🤖 AI Summary
Current 3D molecular graph neural networks are limited by fixed distance cutoffs and a constrained number of neighbors, hindering their ability to effectively model multiscale non-covalent interactions. To address this, this work proposes the Multiscale Interaction Mixture-of-Experts (MI-MoE) framework, which dynamically allocates modeling tasks for short-, medium-, and long-range interactions via a topology-aware gating mechanism. The approach integrates topological features—such as persistent homology—into a gating encoder and employs a plug-and-play ensemble of expert modules, ensuring compatibility with mainstream 3D molecular backbone architectures.
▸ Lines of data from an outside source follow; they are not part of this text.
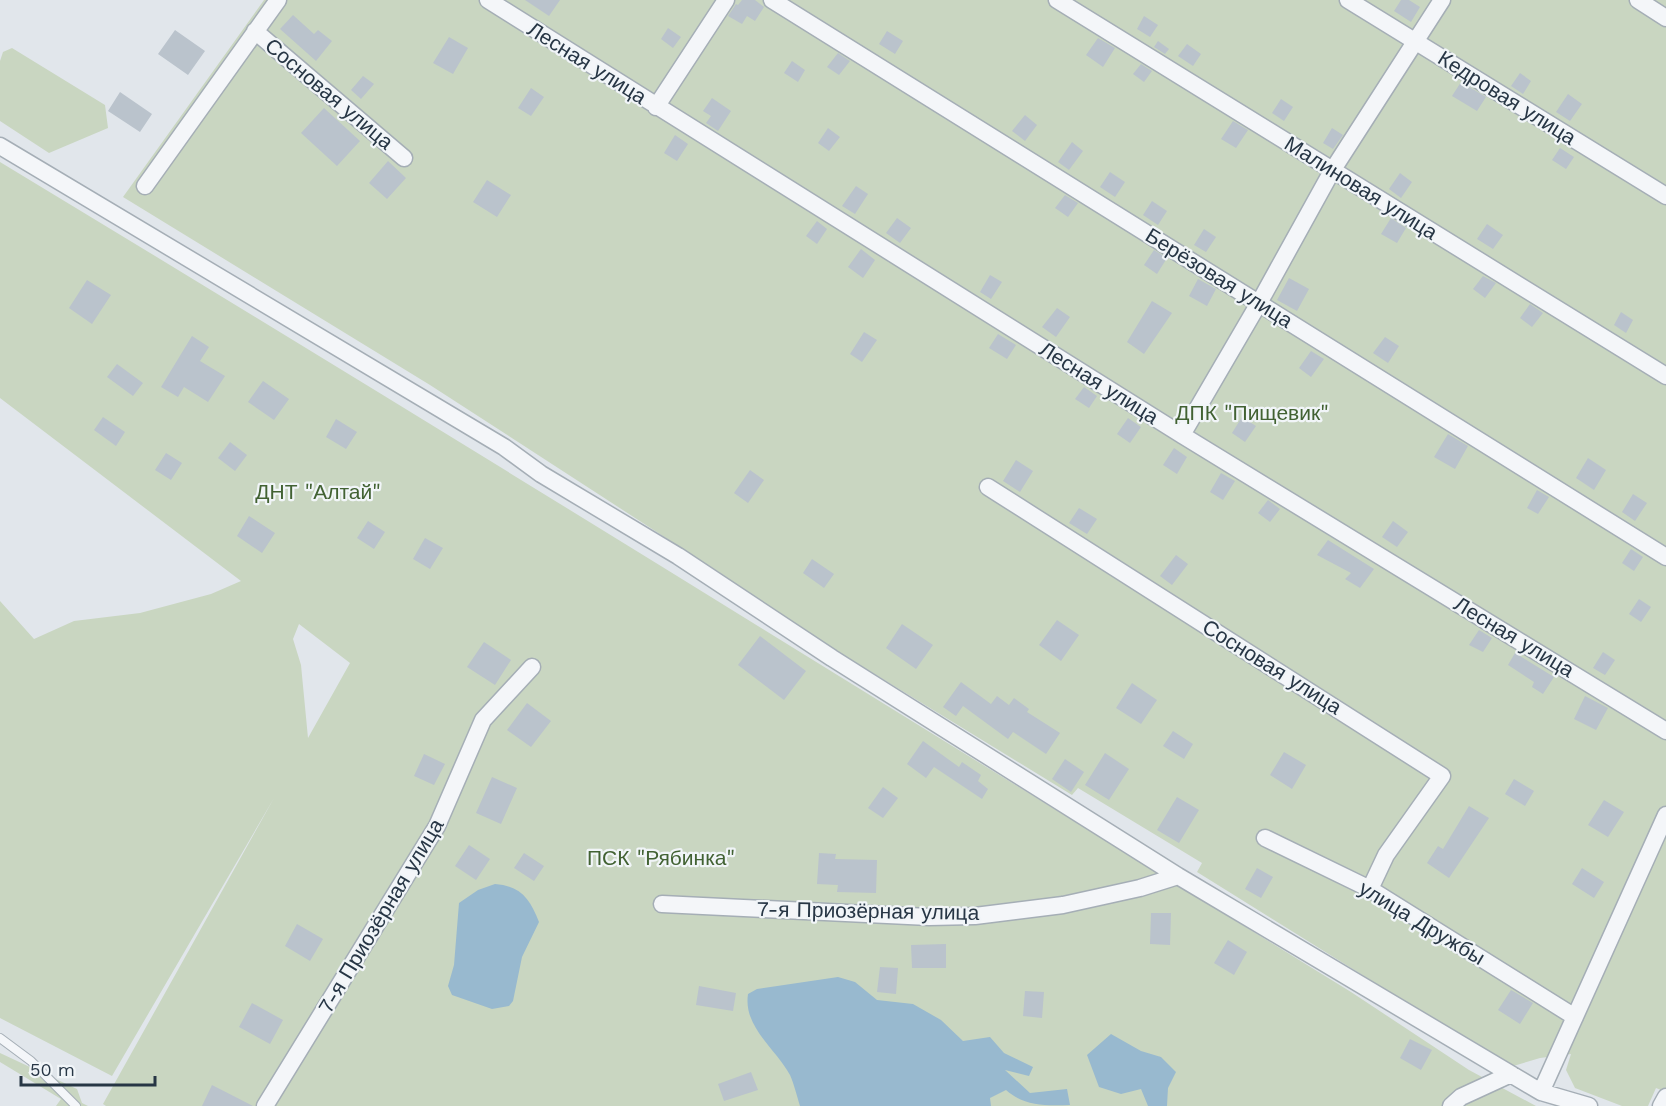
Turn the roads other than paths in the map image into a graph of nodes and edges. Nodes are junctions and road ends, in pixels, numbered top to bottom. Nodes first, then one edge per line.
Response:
1 (278, 0) edge
2 (488, 0) edge
3 (726, 0) edge
4 (772, 0) edge
5 (1057, 0) edge
6 (1348, 0) edge
7 (1442, 0) edge
8 (1638, 0) edge
9 (512, 7) edge
10 (1666, 18) edge
11 (255, 31) junction
12 (1415, 42) junction
13 (656, 107) junction
14 (0, 146) edge
15 (404, 158) dead end
16 (1332, 171) junction
17 (145, 186) dead end
18 (1666, 196) edge
19 (1259, 303) junction
20 (1666, 376) edge
21 (1182, 435) junction
22 (988, 487) dead end
23 (1666, 557) edge
24 (532, 667) dead end
25 (1666, 730) edge
26 (1666, 815) edge
27 (1265, 838) dead end
28 (1178, 876) junction
29 (1370, 889) junction
30 (662, 904) dead end
31 (1575, 1017) junction
32 (0, 1038) edge
33 (1511, 1074) junction
34 (1541, 1092) junction
35 (1666, 1097) edge
36 (76, 1106) edge
37 (266, 1106) edge
38 (1451, 1106) edge
39 (1589, 1106) edge
40 (1661, 1106) edge

1 - 11 street
2 - 9 street, Лесная улица
3 - 13 street, Лесная улица
4 - 19 street, Берёзовая улица
5 - 16 street, Малиновая улица
6 - 12 street, Кедровая улица
7 - 12 street
8 - 10 street
9 - 13 street, Лесная улица
11 - 15 street, Сосновая улица
11 - 17 street
12 - 16 street
12 - 18 street, Кедровая улица
13 - 21 street, Лесная улица
14 - 28 street
16 - 19 street
16 - 20 street, Малиновая улица
19 - 21 street
19 - 23 street, Берёзовая улица
21 - 25 street, Лесная улица
22 - 29 street, Сосновая улица
24 - 37 street, 7-я Приозёрная улица
26 - 31 street
27 - 29 street, улица Дружбы
28 - 30 street, 7-я Приозёрная улица
28 - 33 street
29 - 31 street, улица Дружбы
31 - 34 street
32 - 36 lane
33 - 34 street
33 - 38 street
34 - 39 street
35 - 40 street

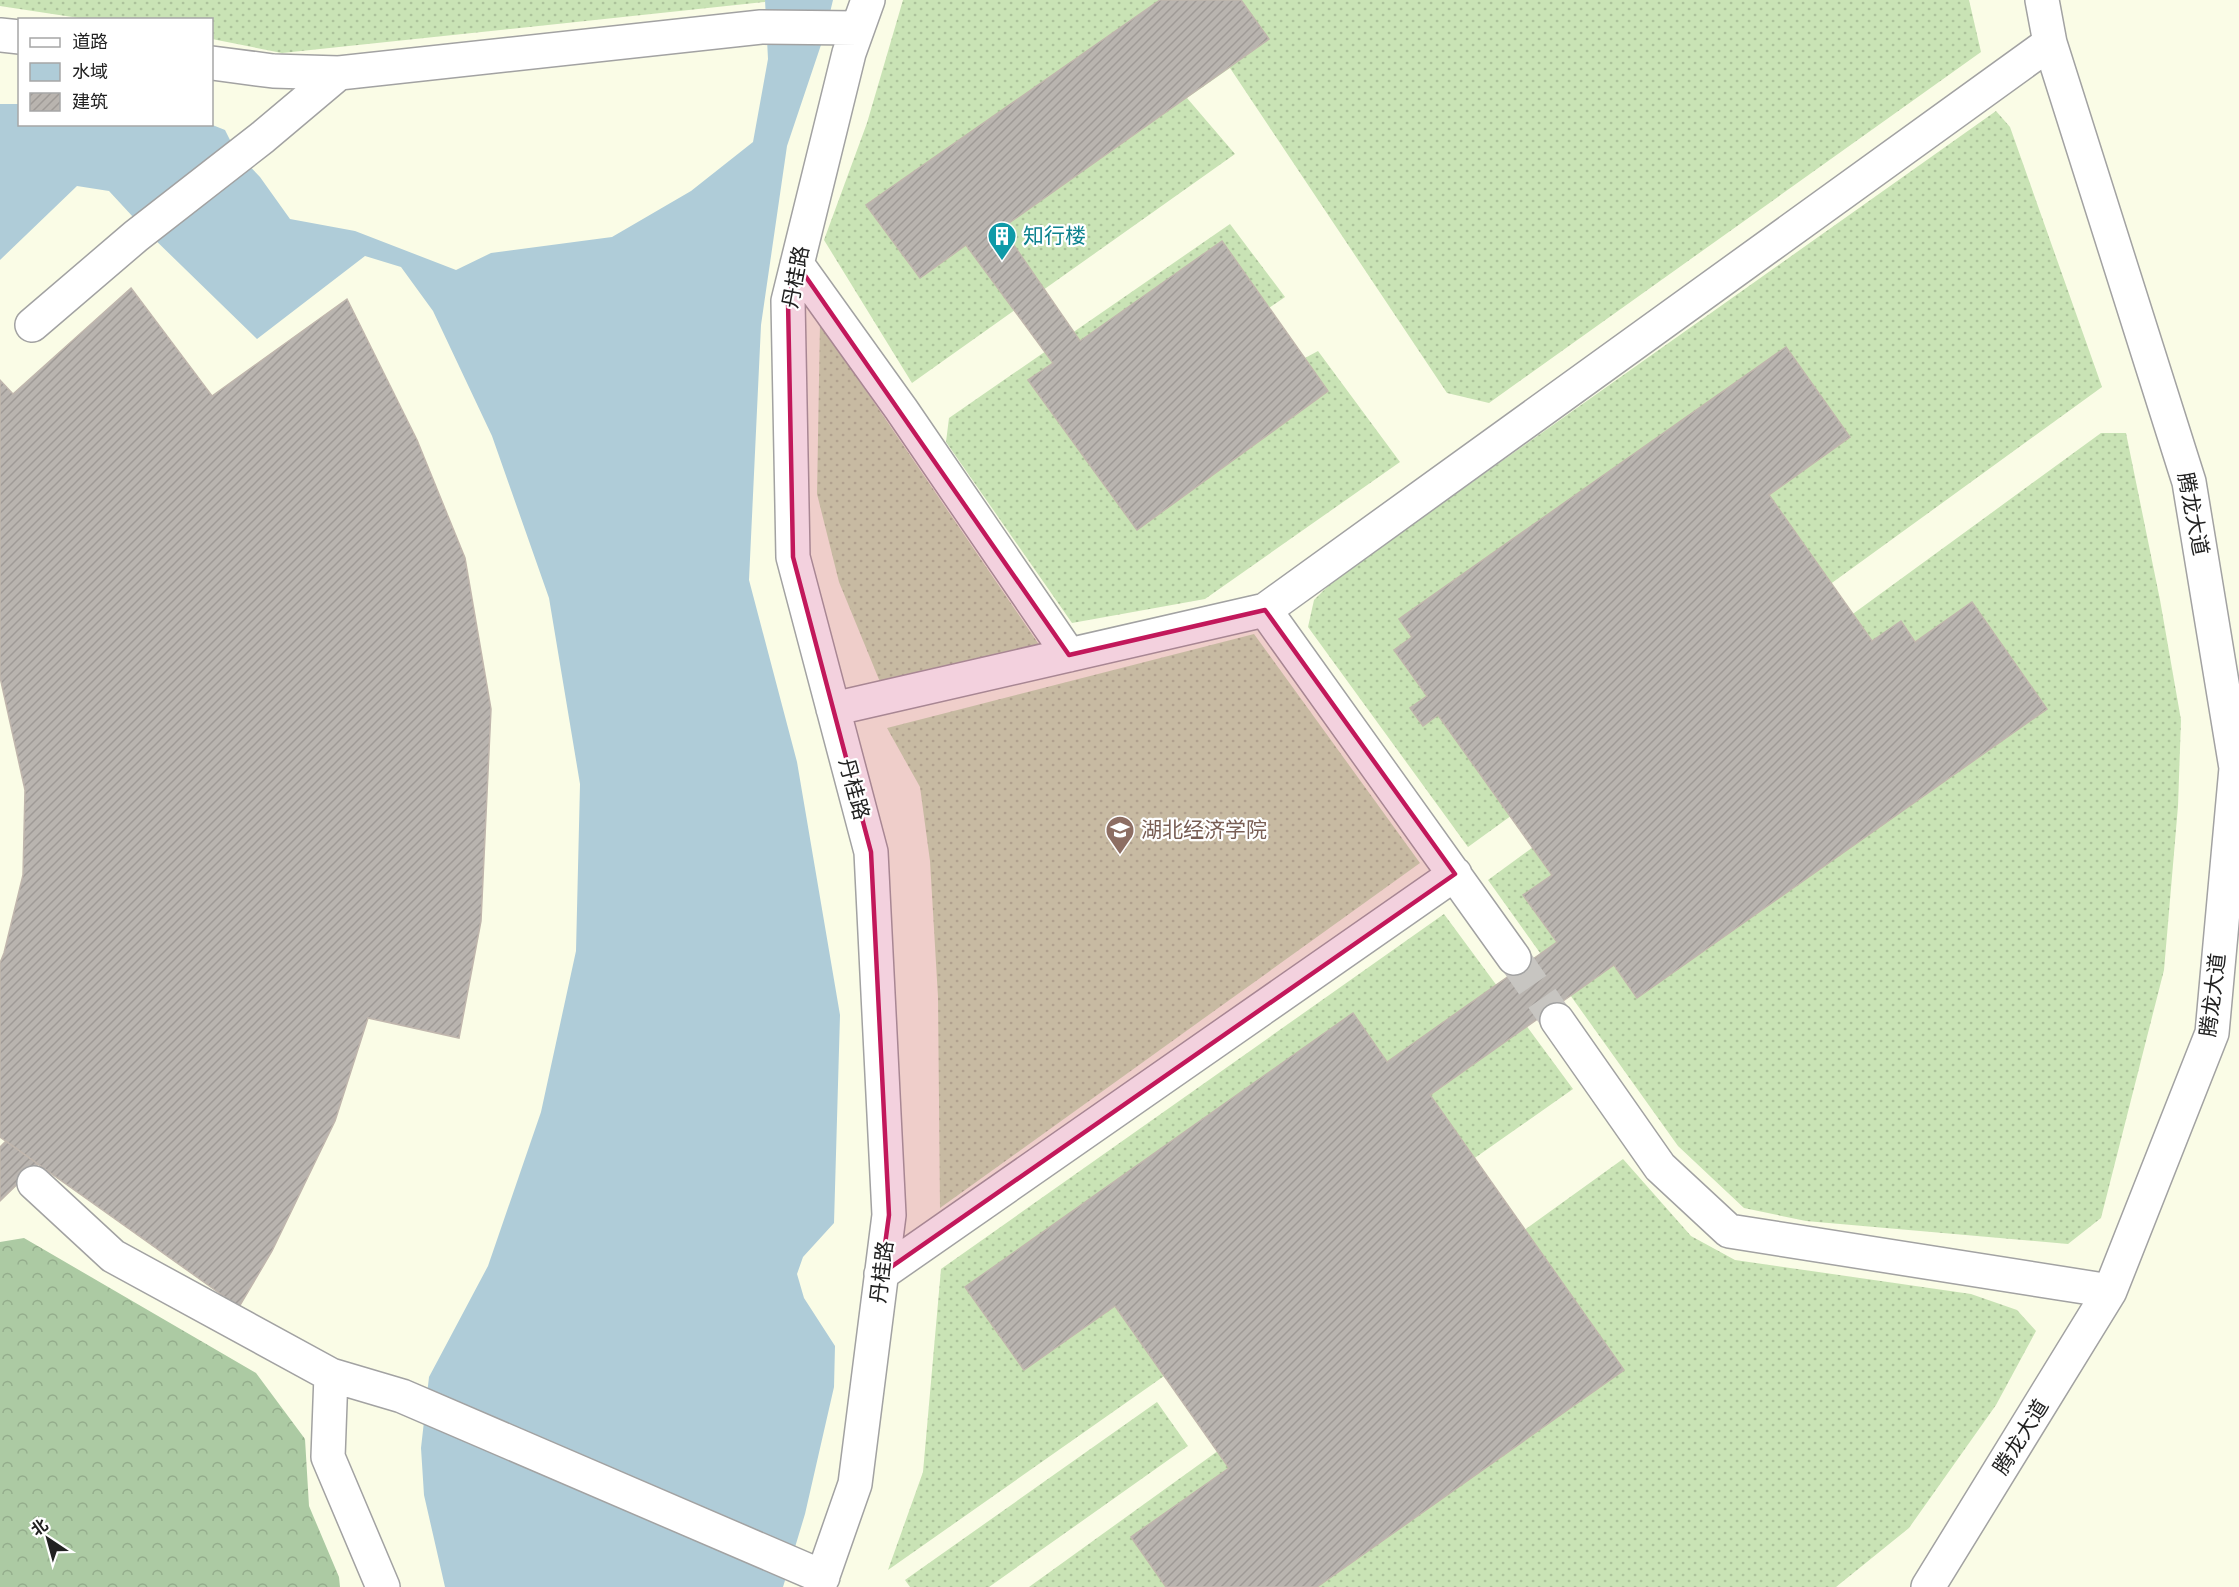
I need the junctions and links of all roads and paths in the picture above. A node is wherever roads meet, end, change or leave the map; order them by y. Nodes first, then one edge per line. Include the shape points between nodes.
1 (2042, 0) edge
2 (859, 18) edge
3 (0, 35) edge
4 (18, 37) edge
5 (2050, 43) junction
6 (213, 63) edge
7 (339, 73) junction
8 (797, 264) junction
9 (32, 325) dead end
10 (1265, 610) junction
11 (1069, 655) junction
12 (833, 709) junction
13 (1455, 874) junction
14 (1514, 958) tunnel mouth
15 (1557, 1020) tunnel mouth
16 (34, 1183) dead end
17 (881, 1274) junction
18 (2110, 1291) junction
19 (331, 1375) junction
20 (813, 1577) edge
21 (383, 1587) edge
22 (1928, 1587) edge

1 - 5 street, 腾龙大道
2 - 7 street
2 - 8 street, 丹桂路
3 - 4 street
5 - 10 street
5 - 18 street, 腾龙大道 via 2189,482 2236,768 2212,1033
6 - 7 street via 273,71
7 - 9 street
8 - 11 street
8 - 12 street, 丹桂路 via 788,301 793,557
10 - 11 street
10 - 13 street
11 - 12 street
12 - 17 street, 丹桂路 via 871,852 889,1215
13 - 14 street
13 - 17 street
15 - 18 street via 1660,1167 1729,1231
16 - 19 street via 113,1256
17 - 20 street, 丹桂路 via 855,1484
18 - 22 street, 腾龙大道
19 - 20 street via 402,1396
19 - 21 street via 328,1457

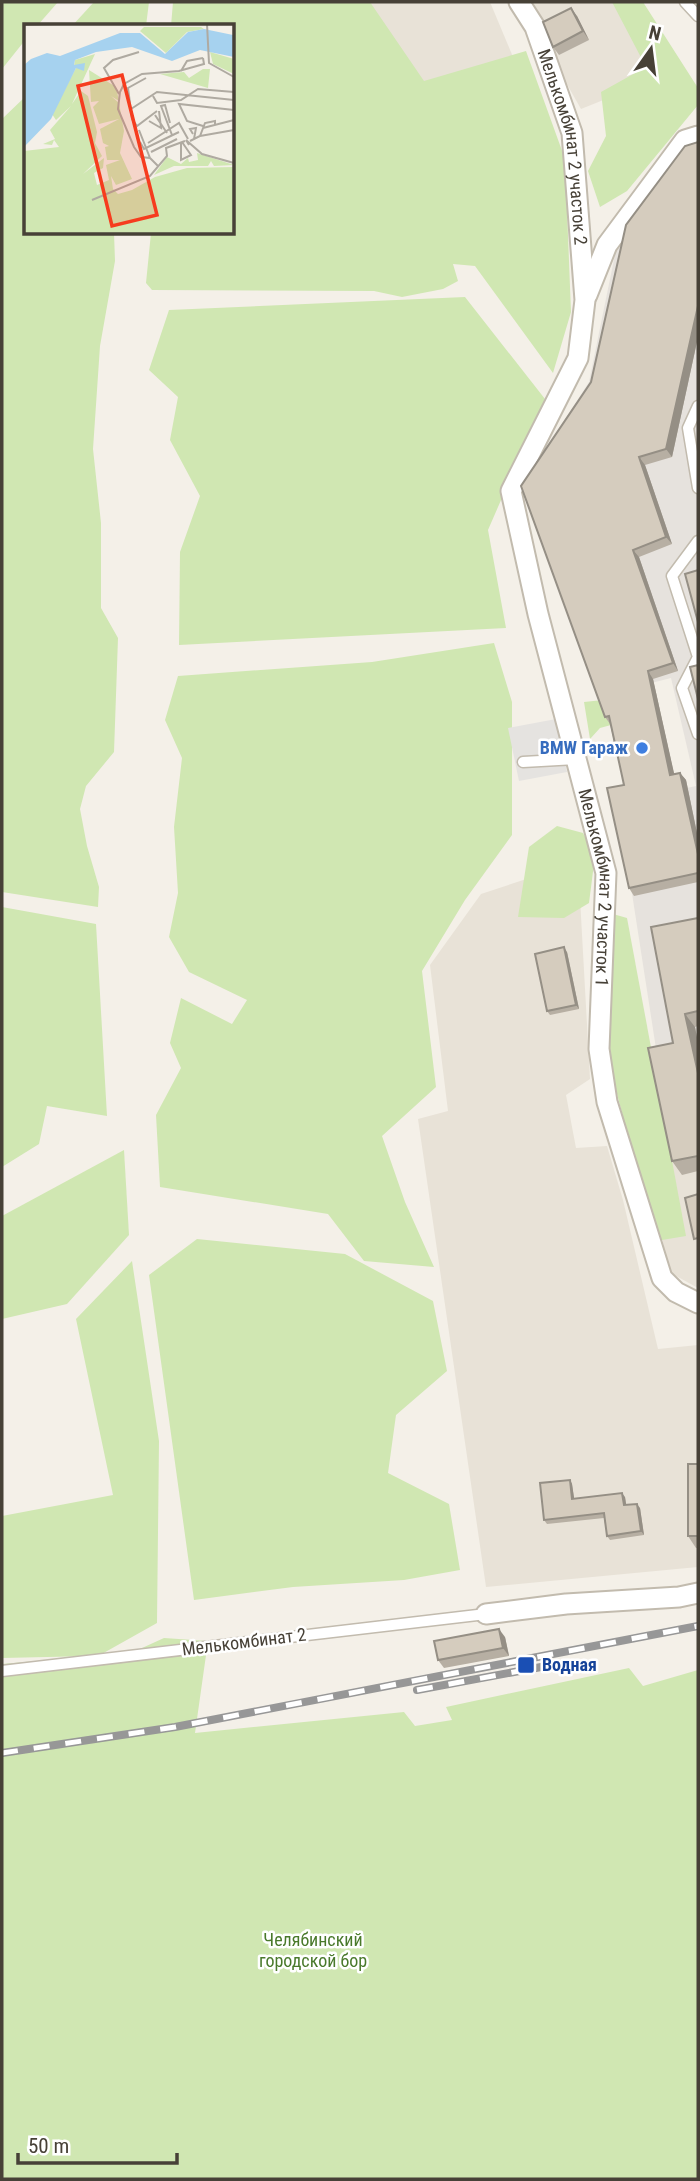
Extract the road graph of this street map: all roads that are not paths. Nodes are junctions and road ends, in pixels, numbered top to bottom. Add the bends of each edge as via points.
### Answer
1 (519, 2) edge
2 (685, 2) edge
3 (698, 16) edge
4 (698, 136) edge
5 (585, 300) junction
6 (698, 406) edge
7 (698, 488) edge
8 (698, 541) edge
9 (698, 734) edge
10 (577, 758) junction
11 (523, 762) dead end
12 (698, 1303) edge
13 (698, 1593) edge
14 (486, 1614) joint
15 (2, 1671) edge

1 - 5 street, Мелькомбинат 2 участок 2 via 535,27 572,133
2 - 3 lane
4 - 5 street via 685,140 607,245
5 - 10 street, Мелькомбинат 2 участок 1 via 579,358 511,491
6 - 7 lane via 688,428
8 - 9 lane via 672,576 698,657 682,688
10 - 11 lane
10 - 12 street, Мелькомбинат 2 участок 1 via 606,873 599,1049 607,1102 662,1278 676,1292
13 - 14 street
14 - 15 lane, Мелькомбинат 2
Evaluated across multiple benchmarks for molecular and polymer property prediction, MI-MoE consistently enhances both regression and classification performance as a drop-in module, demonstrating its effectiveness and generality in multiscale geometric modeling.
📝 Abstract
Many molecular properties depend on 3D geometry, where non-covalent interactions, stereochemical effects, and medium- to long-range forces are determined by spatial distances and angles that cannot be uniquely captured by a 2D bond graph. Yet most 3D molecular graph neural networks still rely on globally fixed neighborhood heuristics, typically defined by distance cutoffs and maximum neighbor limits, to define local message-passing neighborhoods, leading to rigid, data-agnostic interaction budgets. We propose Multiscale Interaction Mixture of Experts (MI-MoE) to adapt interaction modeling across geometric regimes. Our contributions are threefold: (1) we introduce a distance-cutoff expert ensemble that explicitly captures short-, mid-, and long-range interactions without committing to a single cutoff; (2) we design a topological gating encoder that routes inputs to experts using filtration-based descriptors, including persistent homology features, summarizing how connectivity evolves across radii; and (3) we show that MI-MoE is a plug-in module that consistently improves multiple strong 3D molecular backbones across diverse molecular and polymer property prediction benchmark datasets, covering both regression and classification tasks. These results highlight topology-aware multiscale routing as an effective principle for 3D molecular graph learning.